**WHAT TO DO:** The entries are to be repeated in full, without any change.

**DATA UNDER STUDY:**
Start of Block
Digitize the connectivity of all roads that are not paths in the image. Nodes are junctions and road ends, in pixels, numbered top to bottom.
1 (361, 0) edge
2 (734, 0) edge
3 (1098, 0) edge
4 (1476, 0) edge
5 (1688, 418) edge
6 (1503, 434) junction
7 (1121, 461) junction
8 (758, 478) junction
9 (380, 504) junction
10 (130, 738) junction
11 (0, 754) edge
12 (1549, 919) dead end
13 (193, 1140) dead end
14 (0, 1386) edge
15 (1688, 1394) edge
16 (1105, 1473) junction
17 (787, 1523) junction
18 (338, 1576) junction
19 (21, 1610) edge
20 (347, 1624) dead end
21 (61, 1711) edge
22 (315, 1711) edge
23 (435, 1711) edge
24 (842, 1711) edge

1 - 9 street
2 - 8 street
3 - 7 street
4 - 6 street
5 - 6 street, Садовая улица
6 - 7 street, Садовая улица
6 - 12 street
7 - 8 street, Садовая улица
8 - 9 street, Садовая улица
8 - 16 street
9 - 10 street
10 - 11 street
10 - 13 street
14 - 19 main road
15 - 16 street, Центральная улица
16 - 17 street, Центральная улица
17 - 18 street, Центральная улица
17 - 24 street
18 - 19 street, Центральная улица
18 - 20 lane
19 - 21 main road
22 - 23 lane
End of Block
**SOLVED PROBLEM:**
Digitize the connectivity of all roads that are not paths in the image. Nodes are junctions and road ends, in pixels, numbered top to bottom.
1 (361, 0) edge
2 (734, 0) edge
3 (1098, 0) edge
4 (1476, 0) edge
5 (1688, 418) edge
6 (1503, 434) junction
7 (1121, 461) junction
8 (758, 478) junction
9 (380, 504) junction
10 (130, 738) junction
11 (0, 754) edge
12 (1549, 919) dead end
13 (193, 1140) dead end
14 (0, 1386) edge
15 (1688, 1394) edge
16 (1105, 1473) junction
17 (787, 1523) junction
18 (338, 1576) junction
19 (21, 1610) edge
20 (347, 1624) dead end
21 (61, 1711) edge
22 (315, 1711) edge
23 (435, 1711) edge
24 (842, 1711) edge

1 - 9 street
2 - 8 street
3 - 7 street
4 - 6 street
5 - 6 street, Садовая улица
6 - 7 street, Садовая улица
6 - 12 street
7 - 8 street, Садовая улица
8 - 9 street, Садовая улица
8 - 16 street
9 - 10 street
10 - 11 street
10 - 13 street
14 - 19 main road
15 - 16 street, Центральная улица
16 - 17 street, Центральная улица
17 - 18 street, Центральная улица
17 - 24 street
18 - 19 street, Центральная улица
18 - 20 lane
19 - 21 main road
22 - 23 lane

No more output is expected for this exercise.